··· GIVEN DATA
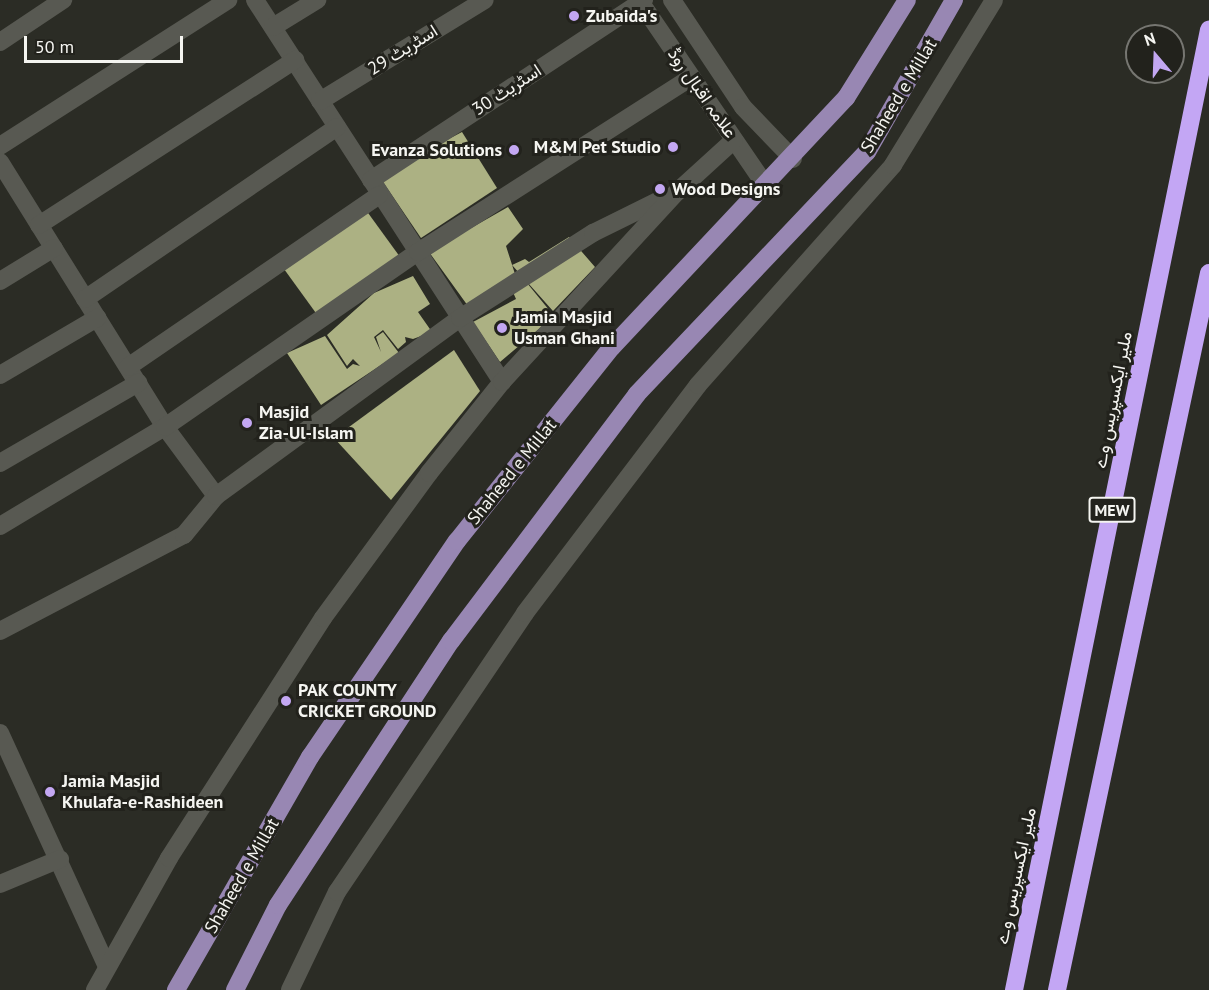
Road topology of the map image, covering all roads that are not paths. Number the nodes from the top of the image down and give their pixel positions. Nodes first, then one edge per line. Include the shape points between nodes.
1 (63, 0) edge
2 (228, 0) edge
3 (255, 0) edge
4 (317, 0) edge
5 (485, 0) edge
6 (672, 0) edge
7 (907, 0) edge
8 (954, 0) edge
9 (994, 0) edge
10 (641, 1) edge
11 (273, 27) junction
12 (1209, 30) edge
13 (0, 42) edge
14 (295, 60) junction
15 (690, 78) junction
16 (320, 101) junction
17 (743, 107) junction
18 (723, 124) junction
19 (337, 127) junction
20 (734, 140) junction
21 (0, 146) edge
22 (793, 159) junction
23 (0, 162) edge
24 (5, 182) edge
25 (766, 186) junction
26 (375, 188) junction
27 (676, 192) junction
28 (39, 225) junction
29 (54, 248) junction
30 (418, 252) junction
31 (1209, 273) edge
32 (0, 281) edge
33 (85, 299) junction
34 (97, 318) junction
35 (460, 318) junction
36 (128, 367) junction
37 (0, 375) edge
38 (502, 382) junction
39 (138, 383) junction
40 (165, 427) junction
41 (0, 463) edge
42 (216, 496) junction
43 (0, 526) edge
44 (0, 631) edge
45 (0, 733) edge
46 (60, 859) junction
47 (0, 884) edge
48 (106, 965) junction
49 (95, 990) edge
50 (176, 990) edge
51 (235, 990) edge
52 (290, 990) edge
53 (1014, 990) edge
54 (1057, 990) edge

1 - 13 street
2 - 21 street
3 - 11 street
4 - 11 street
5 - 16 street, اسٹریٹ 29
6 - 17 street, علامہ اقبال روڈ
7 - 22 main road, Shaheed e Millat via 846,98
8 - 51 main road, Shaheed e Millat via 867,152 638,394 451,641 278,905
9 - 52 street via 893,165 698,385 525,614 337,892
10 - 15 street, علامہ اقبال روڈ
10 - 26 street, اسٹریٹ 30
11 - 14 street
12 - 53 highway, ملیر ایکسپریس وے / MEW
14 - 16 street
14 - 28 street
15 - 18 street, علامہ اقبال روڈ
15 - 30 street
16 - 19 street
17 - 18 street
17 - 22 street, علامہ اقبال روڈ
18 - 20 street, علامہ اقبال روڈ
19 - 26 street
19 - 33 street
20 - 25 street, علامہ اقبال روڈ
20 - 27 street
22 - 25 main road, Shaheed e Millat
23 - 24 street
24 - 28 street
25 - 50 main road, Shaheed e Millat via 612,347 457,541 310,757
26 - 30 street
26 - 36 street, اسٹریٹ 30
27 - 35 street via 593,233
27 - 38 street
28 - 29 street
29 - 32 street
29 - 33 street
30 - 35 street
30 - 40 street
31 - 54 highway, MEW
33 - 34 street
34 - 36 street
34 - 37 street
35 - 38 street
35 - 42 street
36 - 39 street
38 - 48 street via 322,618
39 - 40 street
39 - 41 street
40 - 42 street
40 - 43 street
42 - 44 street via 184,535
45 - 46 street
46 - 47 street
46 - 48 street
48 - 49 street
······
• ACTION ITEM: Note every line of the entries in which "اقبال" appears, and copy it down.

• REPLY:
6 - 17 street, علامہ اقبال روڈ
10 - 15 street, علامہ اقبال روڈ
15 - 18 street, علامہ اقبال روڈ
17 - 22 street, علامہ اقبال روڈ
18 - 20 street, علامہ اقبال روڈ
20 - 25 street, علامہ اقبال روڈ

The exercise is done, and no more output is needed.